With the price of crude oil driving the cost of gasoline up, Americans may think little can be done about prices at the pump. Not so. A renewed focus on tapping American sources of oil would send an important message to the global market and, long-term, will help with demand pressures forcing crude prices higher.
That's a key takeaway from API President and CEO Jack Gerard's "Newsmakers" conversation with reporters on C-SPAN. "The message the Congress needs to send the marketplace right now is that help is on the way," Gerard said of new pro-exploration legislation now under consideration. The interview with reporters Dina Cappiello of the Associated Press and Jim Snyder of Bloomberg News aired Sunday. Take a look:
- Gasoline prices are tied to the price of crude oil, which hinges on world demand.
- Using American oil supplies is the one factor in the price of gasoline the United States can control, Gerard said. Increasing access to U.S. supplies would have impact globally. "One of the great things we can do now in that component of supply is to send a signal to the marketplace that we're serious about providing American energy, by Americans, for Americans," he said.

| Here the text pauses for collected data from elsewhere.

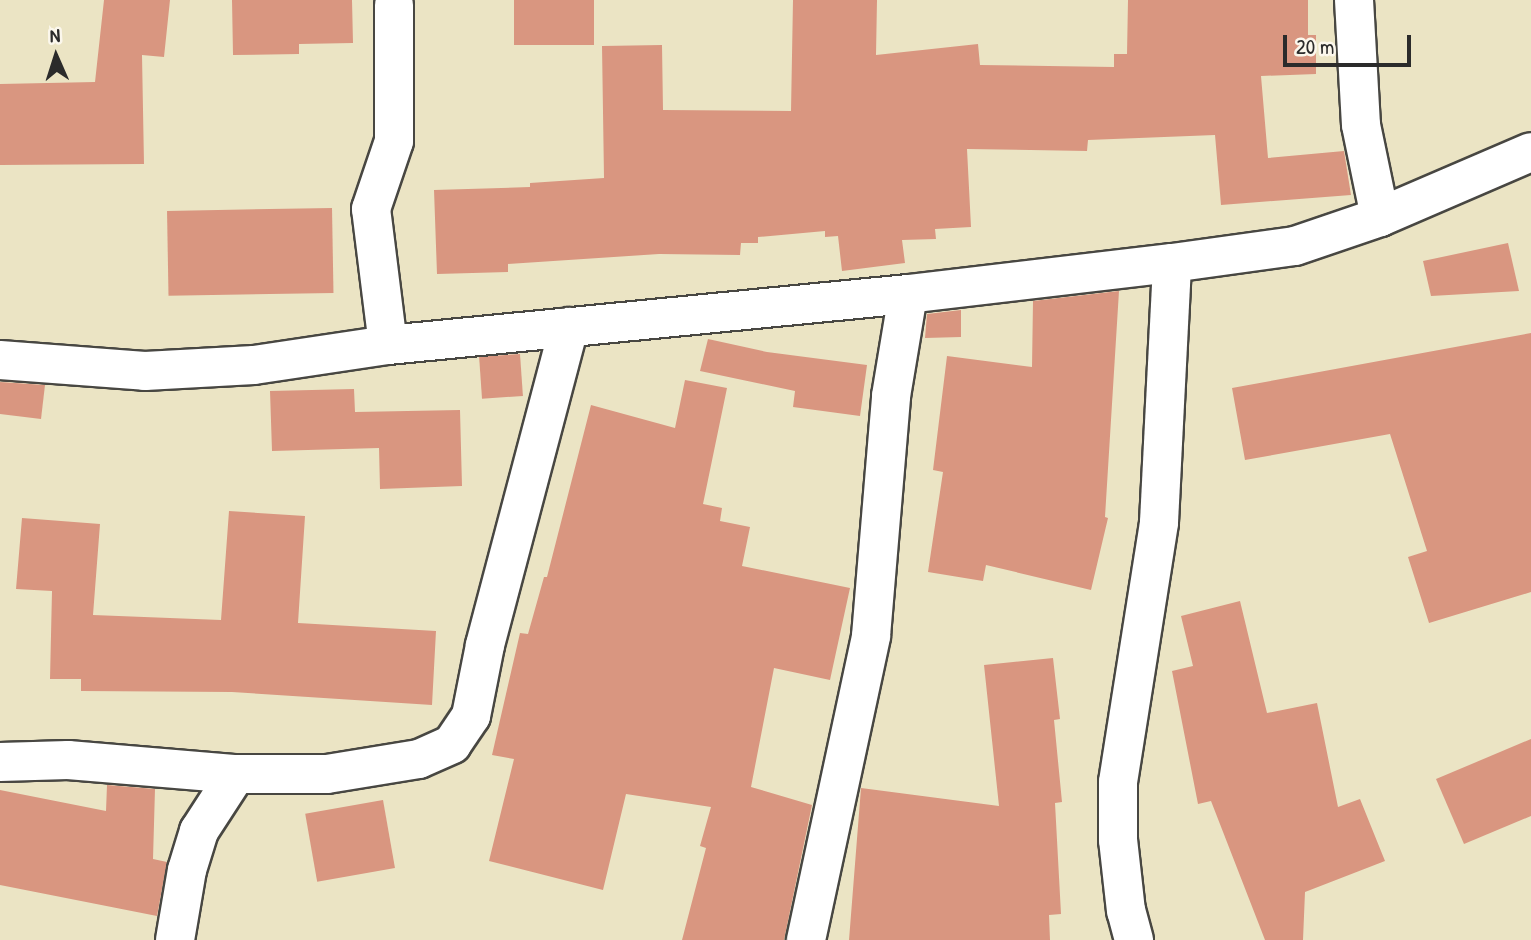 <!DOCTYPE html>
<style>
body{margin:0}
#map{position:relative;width:1531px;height:940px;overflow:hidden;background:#ebe4c4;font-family:"Patrick Hand",sans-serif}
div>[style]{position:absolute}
.building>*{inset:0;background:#d99680;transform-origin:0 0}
.roads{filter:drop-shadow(2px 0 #484742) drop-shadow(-2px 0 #484742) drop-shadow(0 2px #484742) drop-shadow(0 -2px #484742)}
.minor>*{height:38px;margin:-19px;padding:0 19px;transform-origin:19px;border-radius:19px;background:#fff}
span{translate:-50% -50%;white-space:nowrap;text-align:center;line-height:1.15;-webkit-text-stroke:6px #fbf7ec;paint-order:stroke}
.north{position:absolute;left:21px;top:21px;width:70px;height:70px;-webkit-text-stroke:5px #fbf7ec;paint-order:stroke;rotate:357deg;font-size:19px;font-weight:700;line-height:28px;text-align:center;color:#2b2b2b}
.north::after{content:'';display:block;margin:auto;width:24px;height:32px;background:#2b2b2b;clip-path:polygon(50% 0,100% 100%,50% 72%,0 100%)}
.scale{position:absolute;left:1283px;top:35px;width:128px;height:32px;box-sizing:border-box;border:4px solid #2b2b2b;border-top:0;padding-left:9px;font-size:21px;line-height:24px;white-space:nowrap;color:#2b2b2b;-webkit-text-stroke:5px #fbf7ec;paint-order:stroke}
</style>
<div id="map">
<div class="building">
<div style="clip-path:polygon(104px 0,170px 0,164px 57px,142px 55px,144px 164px,0 165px,0 84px,95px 82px)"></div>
<div style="clip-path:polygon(232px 0,352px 0,353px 43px,299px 44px,299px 54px,233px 55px)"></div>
<div style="left:514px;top:0;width:80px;height:45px"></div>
<div style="clip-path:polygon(793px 0,877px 0,876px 55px,978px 44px,980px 65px,1114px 67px,1114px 54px,1127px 54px,1128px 0,1308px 0,1308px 35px,1316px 35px,1316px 74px,1261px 76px,1268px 158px,1344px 151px,1351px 195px,1221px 205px,1215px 135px,1088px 140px,1087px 151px,967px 149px,971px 227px,935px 229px,936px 239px,902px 240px,905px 263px,842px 271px,838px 236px,825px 237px,825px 231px,758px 237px,758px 243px,741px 243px,740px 255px,659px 254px,508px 264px,508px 272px,437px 274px,434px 190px,530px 187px,530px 183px,604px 178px,602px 46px,662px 45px,663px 110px,791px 111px)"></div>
<div style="left:332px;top:208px;width:85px;height:165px;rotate:89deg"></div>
<div style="clip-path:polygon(1508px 243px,1519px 291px,1431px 296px,1423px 261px)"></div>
<div style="clip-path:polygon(1119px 291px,1105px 517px,1108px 518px,1091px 590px,986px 565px,983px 581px,928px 572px,943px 472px,933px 470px,947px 356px,1032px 367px,1033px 301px)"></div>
<div style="clip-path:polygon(961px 310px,961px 337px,925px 338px,927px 314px)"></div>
<div style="clip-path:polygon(1531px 333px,1531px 592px,1429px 623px,1408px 557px,1427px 551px,1390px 434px,1245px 460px,1232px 388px)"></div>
<div style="clip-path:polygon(708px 339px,767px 352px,867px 365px,860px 416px,793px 407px,795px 391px,700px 371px)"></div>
<div style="left:520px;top:354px;width:42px;height:41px;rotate:86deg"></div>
<div style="clip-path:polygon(685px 380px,727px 388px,703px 504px,722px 508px,720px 521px,750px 527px,742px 566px,850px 588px,830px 680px,774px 668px,751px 787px,812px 805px,784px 940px,682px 940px,706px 848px,700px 846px,711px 807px,626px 794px,603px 890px,489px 861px,514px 759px,492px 755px,520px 633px,528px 634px,544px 577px,547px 577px,591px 405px,675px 428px)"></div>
<div style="clip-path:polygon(0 382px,45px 385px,41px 419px,0 414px)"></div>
<div style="clip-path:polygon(354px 389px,355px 412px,460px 410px,462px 486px,380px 489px,379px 448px,272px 451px,270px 391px)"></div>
<div style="clip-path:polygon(229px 511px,305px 516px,298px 623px,436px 631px,432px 705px,232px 692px,81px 691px,81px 679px,50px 679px,52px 591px,16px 589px,22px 518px,100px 524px,93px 615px,221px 620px)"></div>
<div style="clip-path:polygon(1240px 601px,1267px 713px,1317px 703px,1338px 807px,1360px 799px,1385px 861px,1305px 892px,1303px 940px,1265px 940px,1211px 801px,1198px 804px,1172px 671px,1193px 666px,1181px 616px)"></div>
<div style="clip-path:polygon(1053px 658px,1060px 719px,1054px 720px,1062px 802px,1055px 803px,1061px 914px,1049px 915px,1050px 940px,849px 940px,861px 788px,999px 806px,984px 665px)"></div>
<div style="clip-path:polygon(1531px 739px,1531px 816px,1464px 844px,1436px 779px)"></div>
<div style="clip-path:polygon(107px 785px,155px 789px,153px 859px,167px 862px,157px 916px,0 885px,0 790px,106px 811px)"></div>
<div style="left:383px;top:800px;width:69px;height:79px;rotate:80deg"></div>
</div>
<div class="roads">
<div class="minor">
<div style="left:1354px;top:0;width:125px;rotate:86.8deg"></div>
<div style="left:1361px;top:125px;width:94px;rotate:78.3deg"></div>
<div style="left:388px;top:345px;width:137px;rotate:-97.1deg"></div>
<div style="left:371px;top:209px;width:72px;rotate:-71.3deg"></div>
<div style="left:394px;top:141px;width:136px;rotate:-90deg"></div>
<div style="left:0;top:360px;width:145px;rotate:4.3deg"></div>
<div style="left:145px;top:371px;width:109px;rotate:-3.2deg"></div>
<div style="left:254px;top:365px;width:135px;rotate:-8.5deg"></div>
<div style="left:388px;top:345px;width:522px;rotate:-5.6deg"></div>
<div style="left:908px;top:294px;width:266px;rotate:-6.7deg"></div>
<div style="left:1172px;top:263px;width:124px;rotate:-7.9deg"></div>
<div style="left:1295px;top:246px;width:90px;rotate:-18.8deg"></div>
<div style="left:1380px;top:217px;width:164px;rotate:-23.3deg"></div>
<div style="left:0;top:762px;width:68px;rotate:-1.7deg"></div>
<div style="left:68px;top:760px;width:169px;rotate:4.8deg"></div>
<div style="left:236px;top:774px;width:91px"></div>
<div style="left:327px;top:774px;width:93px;rotate:-9.3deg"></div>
<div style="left:419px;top:759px;width:36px;rotate:-24deg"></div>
<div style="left:452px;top:744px;width:34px;rotate:-56deg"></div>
<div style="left:471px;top:716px;width:72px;rotate:-78.8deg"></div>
<div style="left:485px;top:645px;width:329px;rotate:-75.2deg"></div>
<div style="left:175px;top:940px;width:71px;rotate:-80.3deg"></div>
<div style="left:187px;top:870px;width:41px;rotate:-72.9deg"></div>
<div style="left:199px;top:831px;width:68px;rotate:-57deg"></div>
<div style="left:806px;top:940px;width:311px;rotate:-77.9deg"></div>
<div style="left:871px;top:636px;width:241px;rotate:-85.2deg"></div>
<div style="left:891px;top:396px;width:103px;rotate:-80.5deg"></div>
<div style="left:1134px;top:940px;width:30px;rotate:-105deg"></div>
<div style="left:1126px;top:911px;width:71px;rotate:-96.4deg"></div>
<div style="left:1118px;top:840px;width:58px;rotate:-90deg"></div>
<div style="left:1118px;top:782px;width:263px;rotate:-81deg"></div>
<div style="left:1159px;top:522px;width:259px;rotate:-87.1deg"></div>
</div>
</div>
<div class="north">N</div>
<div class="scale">20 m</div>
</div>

- Production in the Gulf of Mexico will likely be down by about 25 percent next year compared to 2010, according to Energy Information Administration data - which coincides with the administration's drilling moratorium. "This doesn't help us in this energy reality and through the rising gas prices scenario we're struggling with," Gerard said.
- Gulf production should resume even as study of last year's spill continues. On its own the oil and natural gas industry created its own task force, has shared best practices and invested $1 billion to build a new containment system everyone hopes will never be used, Gerard said.